Soul Gateway Learning Sentinel Plugin
Overview
Fuse and flow control are very necessary functions in the service gateway. The soul uses different mature components to implement this part of the function, and users can choose according to their preferences. This article will introduce how to use the Sentinel component of Ali to realize the fuse and flow control functions in soul. This article will first introduce the scenario and significance of fuse and flow control. It then describes how to configure the use of the sentinel plug-in for flow control and fusing on the soul. Finally, it briefly analyzes how soul uses the Sentinel component from the source code level.
Fuse and flow control
Scene description
As the entrance of the traffic, the service gateway has the responsibility to protect the subsequent services. The following two scenarios that are seriously harmful to services are often encountered in production, and they are also issues that business gateways must pay attention to. One situation is that during large-scale promotions such as Double 11 or Double 12, the request volume of the interface is several times higher than usual. If the capacity is not well evaluated, this surge of requests can easily lead to the complete unavailability of the entire service. This kind of downtime is often caused not by loopholes in business logic, but by too many requests and insufficient resources. Another situation is that there are some core services in the whole service system, and multiple business processes depend on this service. However, all services have unstable processing or service damage, resulting in long request processing time or frequent exceptions. Excluding the case of business BUG, it may be a sudden and very random block. Generally, it will be automatically repaired if the request volume is slowed down, but if it is not protected, there will be a domino effect that causes the entire service to be unavailable. This scenario is slightly different from the first scenario, in which the actual traffic does have an unmanageable peak, while the second scenario mainly considers the chain reaction caused by the inevitable and unpredictable jitter of the service itself.
Flow control
For the first scenario, our usual practice is to carry out flow control. The core idea is that the service gateway ensures that the number of requests to the back is the amount that the service can bear. The redundant requests are directly rejected or added to the waiting queue to ensure that the service will not be suspended, and most of the requests can still be processed normally. When considering the strategy of flow control, we should mainly consider the following questions:
- By what angle is the flow controlled?
- What is the threshold?
- What is the flow control strategy?
For the first problem, the normal idea is to monitor traffic through QPS, that is, flow control when the number of requests per second exceeds a certain limit. But in fact, there is another way to monitor traffic from the number of concurrency. This control scenario is also very meaningful. For example, when the downstream application causes service instability and response delay increase for some reason, it means that the throughput of the gateway decreases and more threads are occupied. In extreme cases, it even leads to the exhaustion of the thread pool. In a sense, flow control through concurrency can protect the gateway service itself to a certain extent. For the second question, the threshold is easy to understand, which is the boundary of triggering flow control. If we consider from QPS, it is how many times per second to start flow control. If we consider from the number of concurrency, it is how many times the number of threads requesting context exceeds. For the third problem, we generally have the following three solutions:
- Reject directly. This strategy is well understood as rejecting the service directly when the QPS is above the threshold without transmitting the request to a subsequent service.
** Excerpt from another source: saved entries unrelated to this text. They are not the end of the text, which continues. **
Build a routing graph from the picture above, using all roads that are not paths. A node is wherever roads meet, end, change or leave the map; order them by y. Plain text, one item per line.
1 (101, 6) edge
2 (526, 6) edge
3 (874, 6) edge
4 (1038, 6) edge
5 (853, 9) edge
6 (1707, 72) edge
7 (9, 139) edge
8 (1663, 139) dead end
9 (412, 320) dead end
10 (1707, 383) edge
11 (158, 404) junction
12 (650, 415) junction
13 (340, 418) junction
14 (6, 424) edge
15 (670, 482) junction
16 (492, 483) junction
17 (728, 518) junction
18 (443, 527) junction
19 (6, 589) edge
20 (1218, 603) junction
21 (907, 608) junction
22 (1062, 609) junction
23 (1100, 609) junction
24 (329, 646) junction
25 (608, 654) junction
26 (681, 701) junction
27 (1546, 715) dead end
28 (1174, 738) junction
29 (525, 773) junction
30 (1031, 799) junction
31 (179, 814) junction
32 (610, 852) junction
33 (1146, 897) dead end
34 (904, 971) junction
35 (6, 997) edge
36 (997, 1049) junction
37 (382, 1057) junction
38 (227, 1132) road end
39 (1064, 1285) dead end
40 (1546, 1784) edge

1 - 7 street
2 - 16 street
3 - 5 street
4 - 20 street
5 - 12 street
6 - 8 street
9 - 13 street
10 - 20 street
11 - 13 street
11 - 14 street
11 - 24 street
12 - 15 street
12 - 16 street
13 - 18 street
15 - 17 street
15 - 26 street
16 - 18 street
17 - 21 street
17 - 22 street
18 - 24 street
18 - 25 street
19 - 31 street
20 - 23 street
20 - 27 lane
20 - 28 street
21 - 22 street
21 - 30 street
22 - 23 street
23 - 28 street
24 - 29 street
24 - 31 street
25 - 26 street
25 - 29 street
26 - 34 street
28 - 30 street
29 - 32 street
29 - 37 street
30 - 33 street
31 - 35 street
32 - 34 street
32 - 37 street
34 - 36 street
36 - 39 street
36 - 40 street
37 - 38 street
- This strategy is aimed at the scenario that when the system is in a low water level for a long time, there may be a sudden increase in flow, and directly pulling the system to a high water level may instantly crush the system. The way to start preheating is to slowly increase the threshold, gradually increase the threshold within a certain period of time until it reaches the setting, and give the cold system a preheating time to avoid the cold system being crushed. Requests that exceed the threshold are also rejected.
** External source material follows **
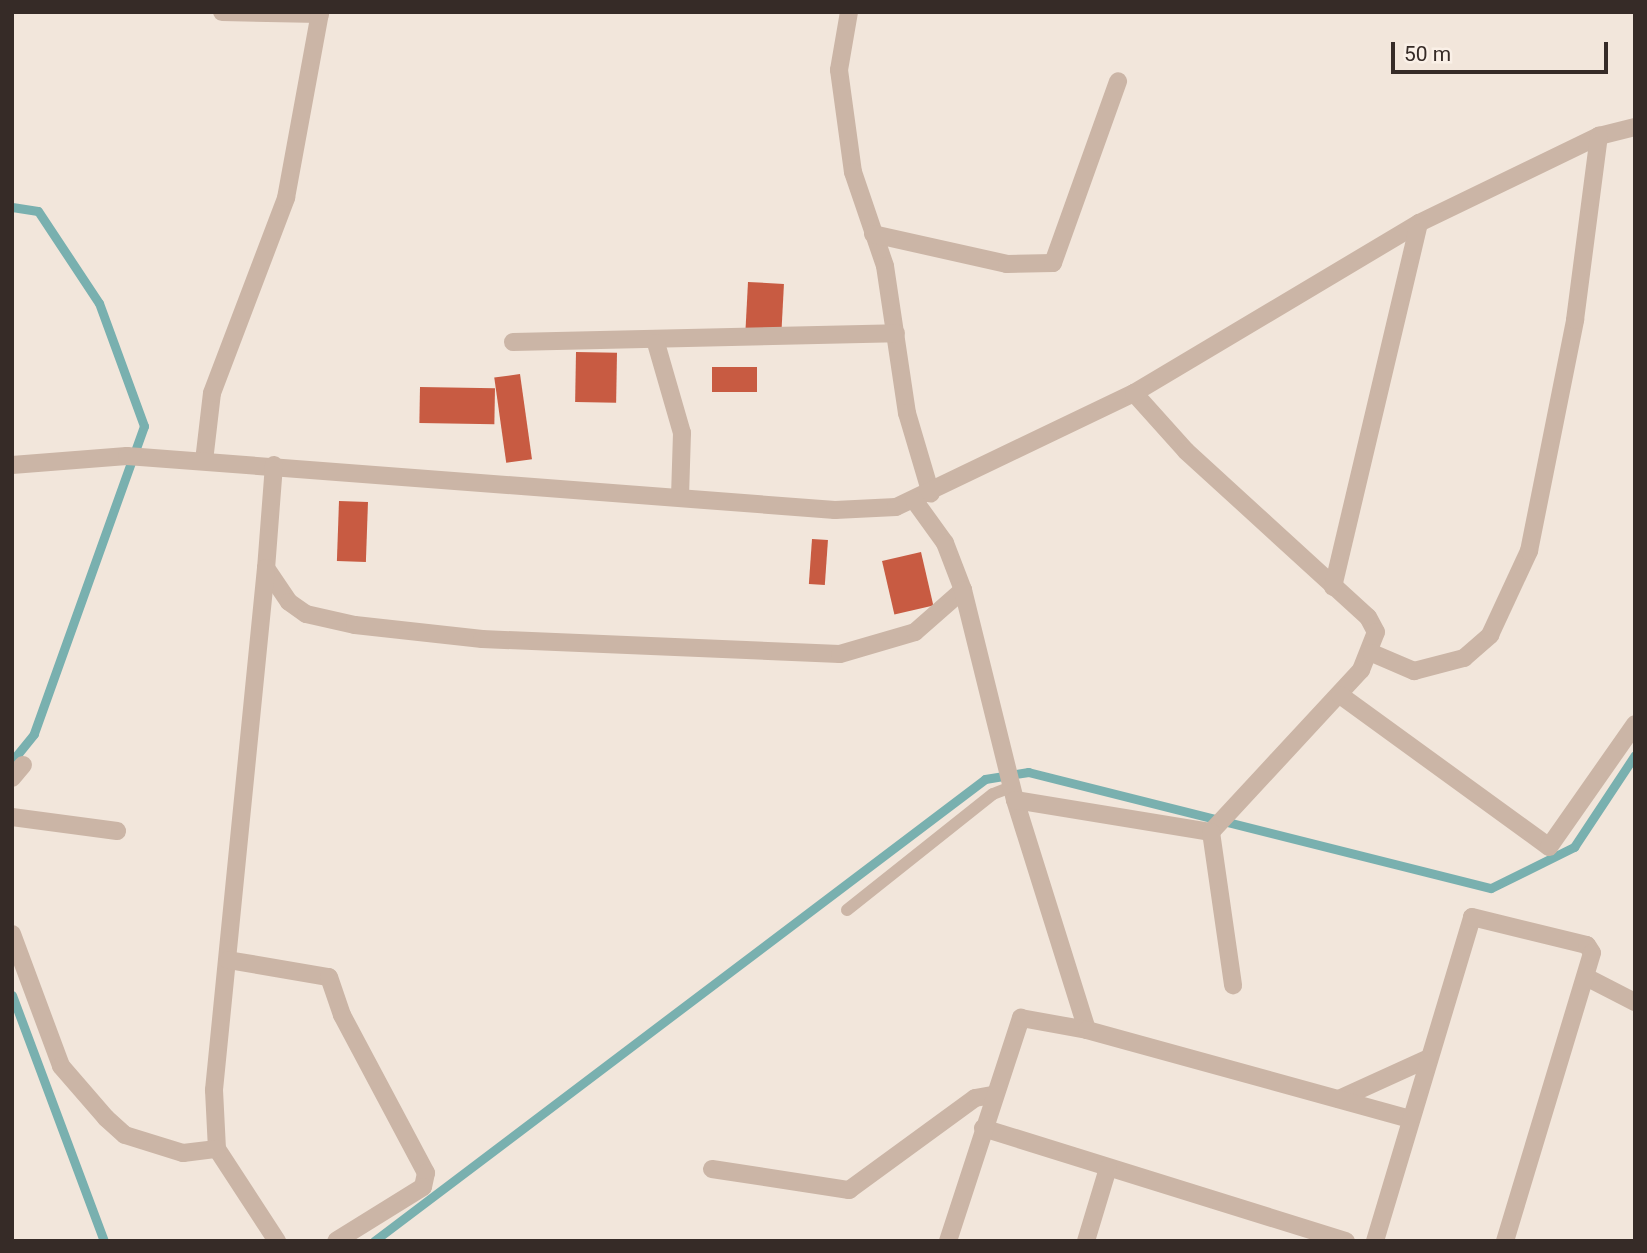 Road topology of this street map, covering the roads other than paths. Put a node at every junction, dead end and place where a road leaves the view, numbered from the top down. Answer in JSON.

- Queuing at a constant speed. The core idea of this strategy is to let requests pass at fixed intervals. When a request comes, if the time interval between the current request and the last passed request is not less than a preset value, the current request is passed; Otherwise, the expected passing time of the current request is calculated. If the expected passing time of the request is less than the timeout time preset by the rule, the request will wait until the preset time comes (queuing for processing). If the expected passage time exceeds the maximum queuing time, the request will be rejected directly.
Fuse
For the second scenario, the usual way to deal with it is to set the service fuse. Simply put, when a service we detect is abnormal, we will not access it so as not to cause more pressure on it by more requests. After a period of time, if the service is detected to be restored, the traffic will be sent back. We first need to determine whether the service is unstable or jittery. Then think about what we should do if we find a service that is shaking. How to judge whether the service is back to normal. We can generally judge whether the service is unstable in the following three ways.
- Slow call proportion: when the number of requests in the unit statistical time is greater than the set minimum number of requests, and the request exceeding the maximum tolerance time is greater than the threshold, it is judged that the service is abnormal, and the fuse is triggered;
- Abnormal proportion: when the proportion of abnormal requests in the unit statistical time is greater than the threshold, we determine that the service is abnormal and trigger the fuse;
- Abnormal number: when the number of abnormal requests in unit time reaches the threshold, it is determined that the service is abnormal, and the fuse is triggered;
When we judge that the service is abnormal through the above three indicators and fuse the service, we can choose to report an error directly for the request within a certain period of time (within the fuse duration), without blocking the upstream service, and let the requester decide how to deal with it. Or directly trigger service degradation. Service degradation can be roughly understood as requesting a simplified version of this business, which omits many non-core processes and only ultimately ensures that the process is processed (ultimately consistent). Like a real circuit breaker, a service circuit breaker will automatically recover. Generally, after the fuse is triggered, the service is in the fuse state for a period of time and does not provide services, and then it enters the half-open state. If the following small number of requests do not report errors and the response time is reasonable, the service is restored. If it is still abnormal, it continues to fuse.
Sentinel plugin in soul
Sentinel is Alibaba's open source traffic control component for distributed service architecture, which mainly takes traffic as the starting point to help you ensure the stability of microservices from multiple dimensions such as traffic control, fuse degradation, and system adaptive protection. Soul, as an excellent open source gateway in China, integrates Sentinel into its own system as a plug-in, so that users can use the flow control and service fuse functions provided by Sentinel through simple configuration. The following is a brief description of how to configure the use of the sentinel plug-in in soul.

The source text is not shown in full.